AAAR 37th Annual Conference October 14 - October 18, 2019 Oregon Convention Center Portland, Oregon, USA
Abstract View
Chemical Imaging of Atmospheric Particles Sampled over Agricultural Fields in Indiana
JAY TOMLIN, Kevin Jankowshi, Swarup China, Brian Stirm, Robert Kaeser, Paul Shepson, Alexander Laskin, Purdue University
Abstract Number: 440 Working Group: Remote and Regional Atmospheric Aerosol
Abstract The midwestern United States is a geographical region with large-scale agricultural fields. Crops in this region include corn, soybeans, and wheat among others, which all co-exist with a myriad of biological microorganisms (e.g. bacteria, yeasts, spores of actinomycetes and fungi, etc.). The harvesting of these crops aerosolizes biological particles and injects them into the atmosphere, contributing to the overall diversity of atmospheric particles in the area. A notable trait of airborne fungal spores is their ability to disintegrate into smaller particles upon hydration/dehydration cycles.
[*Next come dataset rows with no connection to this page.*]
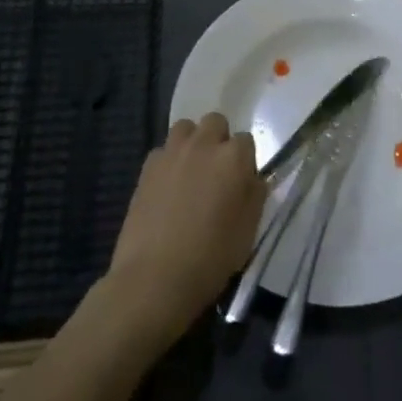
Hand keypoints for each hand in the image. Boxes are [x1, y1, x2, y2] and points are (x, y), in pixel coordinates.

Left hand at [104, 113, 265, 347]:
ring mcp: (172, 153)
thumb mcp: (249, 230)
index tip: (240, 183)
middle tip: (216, 172)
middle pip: (215, 122)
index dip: (244, 161)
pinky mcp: (147, 167)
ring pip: (186, 128)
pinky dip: (168, 161)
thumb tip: (252, 179)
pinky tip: (167, 187)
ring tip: (191, 171)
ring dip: (192, 142)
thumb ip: (255, 194)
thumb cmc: (211, 257)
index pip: (246, 141)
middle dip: (218, 140)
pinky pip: (163, 150)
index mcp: (234, 158)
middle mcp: (204, 145)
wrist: (155, 278)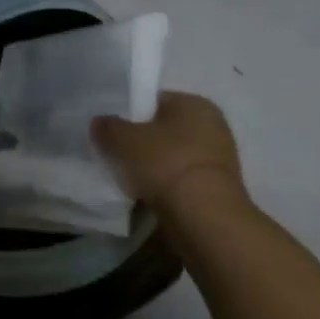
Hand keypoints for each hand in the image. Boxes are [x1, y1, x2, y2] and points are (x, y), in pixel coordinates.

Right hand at [92, 91, 246, 212]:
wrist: (204, 218)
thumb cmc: (165, 164)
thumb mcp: (122, 138)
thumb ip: (107, 126)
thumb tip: (100, 123)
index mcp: (195, 102)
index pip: (154, 100)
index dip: (128, 113)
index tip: (110, 130)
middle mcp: (213, 125)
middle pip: (164, 130)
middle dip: (141, 142)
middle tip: (115, 154)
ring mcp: (219, 159)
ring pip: (173, 156)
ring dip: (153, 166)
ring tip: (128, 179)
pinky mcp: (218, 189)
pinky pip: (181, 180)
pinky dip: (166, 186)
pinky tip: (147, 196)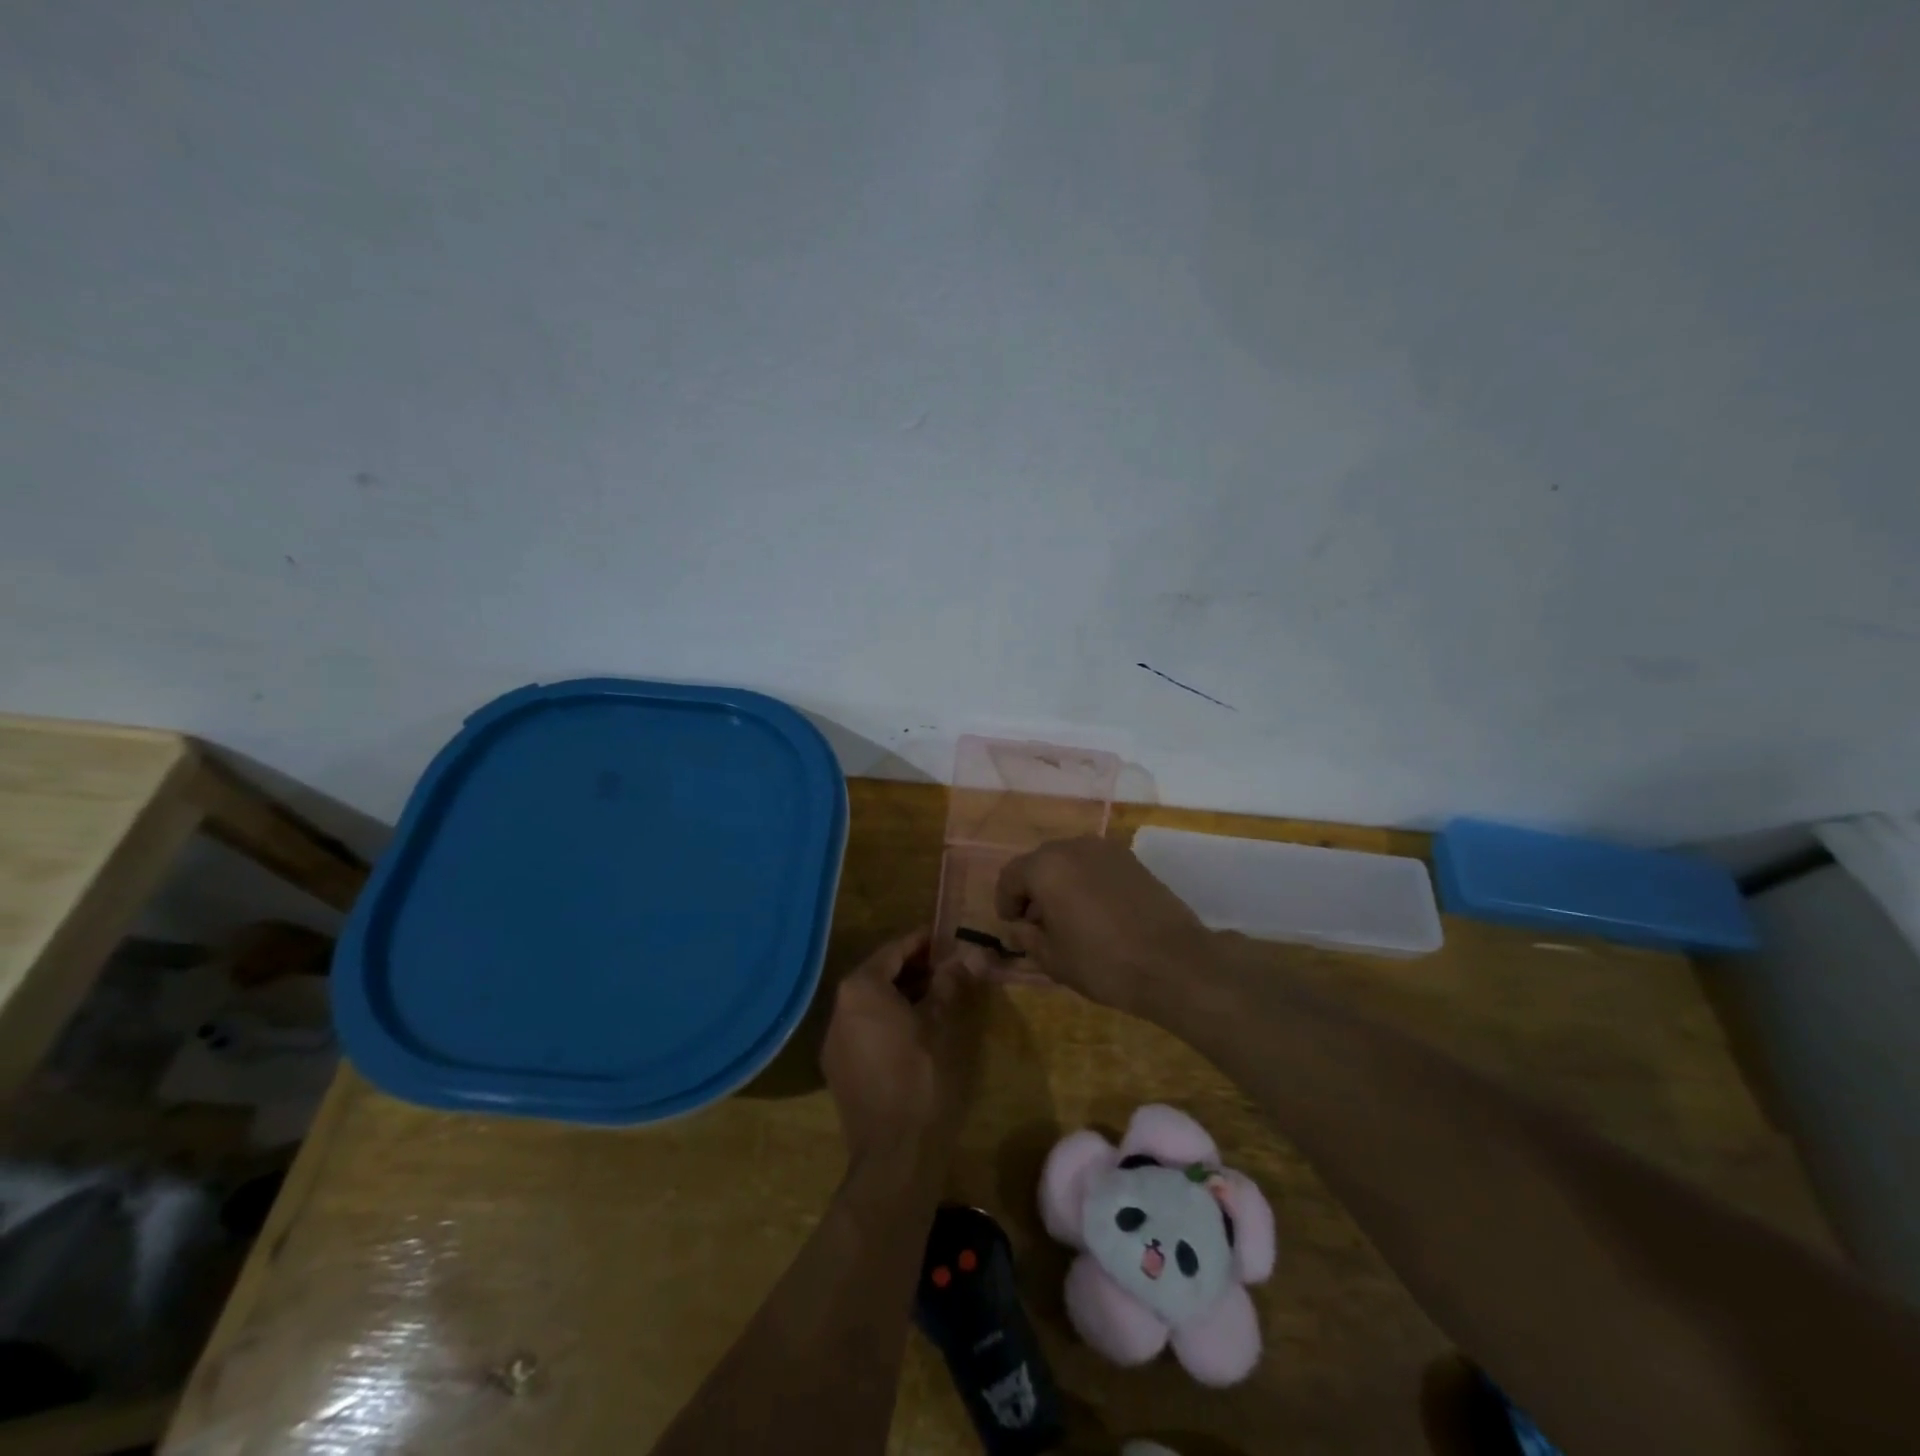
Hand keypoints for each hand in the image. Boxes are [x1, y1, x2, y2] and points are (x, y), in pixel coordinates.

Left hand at [820, 928, 986, 1170]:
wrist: (894, 1153)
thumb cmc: (921, 1077)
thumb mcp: (941, 1024)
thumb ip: (949, 984)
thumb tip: (966, 955)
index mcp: (860, 989)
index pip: (894, 950)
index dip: (922, 942)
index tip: (947, 938)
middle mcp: (839, 1007)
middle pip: (879, 974)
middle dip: (913, 968)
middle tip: (948, 967)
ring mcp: (834, 1040)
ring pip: (870, 1002)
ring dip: (901, 994)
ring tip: (937, 996)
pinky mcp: (838, 1067)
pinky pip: (863, 1027)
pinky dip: (887, 1019)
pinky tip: (915, 1029)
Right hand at [995, 836, 1215, 1013]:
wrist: (1174, 963)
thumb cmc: (1103, 963)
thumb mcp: (1053, 959)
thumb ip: (1027, 937)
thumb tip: (1019, 927)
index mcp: (1046, 867)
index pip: (1011, 876)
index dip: (1005, 901)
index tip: (1012, 926)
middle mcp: (1074, 847)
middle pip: (1041, 863)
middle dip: (1033, 890)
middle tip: (1037, 923)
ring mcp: (1107, 850)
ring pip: (1070, 861)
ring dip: (1061, 884)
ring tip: (1068, 918)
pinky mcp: (1133, 860)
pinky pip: (1096, 866)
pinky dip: (1086, 882)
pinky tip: (1096, 912)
This phenomenon is believed to have relevance to certain episodes of particle emissions reported over vegetated areas. Upon crop harvest, the aerosol mixing states and composition pertinent to these agricultural regions are disproportionally influenced by large amounts of fine plant fragments, soil dust, and biological spores released into the atmosphere. Resulted fine particles then travel long distances, depending on their size and the meteorological conditions. Recognizing the agricultural cycles in these regions, we can derive a predictive understanding of particle emissions in the local area. In this work, we collected ambient particles on board a research aircraft and sampled across agriculture fields and forests in the rural regions of Indiana. Collected samples were then analyzed using computer-controlled scanning electron microscope coupled with elemental microanalysis to describe particle-type population on statistically significant number of analyzed particles and Scanning Transmission X-ray Microscopy to provide quantitative metrics on particle internal heterogeneity. In addition, we used HYSPLIT dispersion modelling to provide insight into the complex transport and depositions of particles released from crop harvesting. Evaluating yet underrepresented sources for particle formation, such as biological particles and their fragments will contribute to improved inventories of atmospheric aerosols, essential to issues of climate, weather, and air quality.